When neuroscientists talk about free will (and many don't), they seem to believe that their field disproves it's existence. Often, their arguments seem entirely uninformed by several hundred years of philosophical consideration of the issue (i'm thinking about people like this guy). Do you think there are any results in neuroscience that substantively disprove the proposition that we possess free will? If not, why do you think so many neuroscientists believe that there are?

Here is my experiment in free will: see http://forums.civfanatics.com/showthread.php?t=99183&highlight=George+Bush+sexually for more detailed discussion.

Raise your right arm. You can do it, great you must have free will. Or are you simply responding to my stimulus.

Now, if you're an atheist-- believe in God. Just do it for the experiment, you can will yourself back to being an atheist after that. If you're religious deny God.
Can you do it? I mean really do it so that you believe it not just that you activate the motor program to cause the appropriate statement to come out of your mouth.

You're in a bad mood. will yourself to be happy in the next five minutes.

You're a straight man, will yourself to find George Bush indescribably sexually attractive.

I think you'll find that there are really a lot of things that we quite clearly have no free will over.
 
Are you interested/following developments with the enzyme PKM-zeta that relate an enzyme to memory function?

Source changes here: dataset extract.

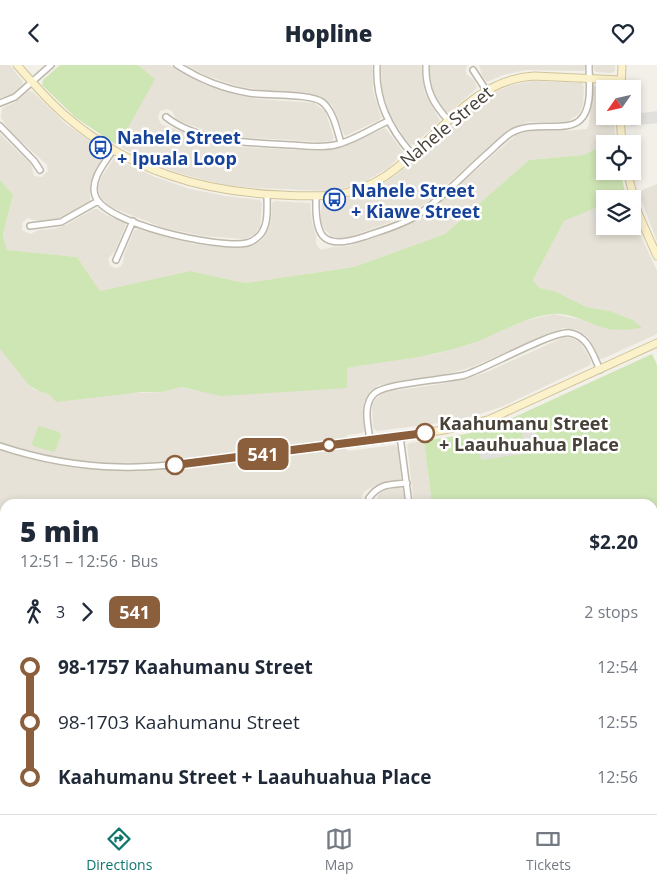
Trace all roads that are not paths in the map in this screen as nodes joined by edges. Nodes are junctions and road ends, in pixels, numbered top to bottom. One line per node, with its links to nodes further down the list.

I'm well aware of the PKM-zeta story. I used to work down the hall from Todd Sacktor. There are some funky things in the whole story and I am waiting for the definitive genetic experiment (knockout of the gene) before I make a final decision of what I think about it. If the KO supports it I will probably start working on it in my own system as it would be an amazingly important molecule.
 
That's implanted electrodes, not MRI, but still pretty funky. I'd rather have implanted electrodes that walk around with an MRI wrapped around my head.

You really do not want implanted electrodes in your head. However you can certainly tell a lot from that level of recording. I use the Halle Berry neurons (google it) in my talk and work on trying to directly put a thought into an animals head by stimulating the right neurons in the right pattern.
 
Holy crap, congratulations, mate.

I was really impressed with your middle-authorship in Science last year, but another primary authorship? Jesus.

http://www.sciencedaily.com/releases/2012/03/120322161251.htm

This is basically drug-induced flashbacks, AFAICT. Fear-conditioning is a pretty easy thing to measure. I think the coup-de-grace would be to train them to salivate when they hear a bell, and then replicate the hearing of the bell with the drug, as a shout-out to Pavlov
 
As someone that studies the brain, what would you recommend to someone with Schizoaffective disorder? Besides the most obvious thing, which is take medicine and don't do drugs.
 
Hi,

I've got a question about neurosurgery.

As I have understand it:
Neuro surgeons drill into peoples head and cut off part of the brain.
Is that a common operation at hospitals nowadays and what's the mortality rate of such an operation?
What diagnosises do get threated with surgey.
Also what parts of the brain is it possible to cut off.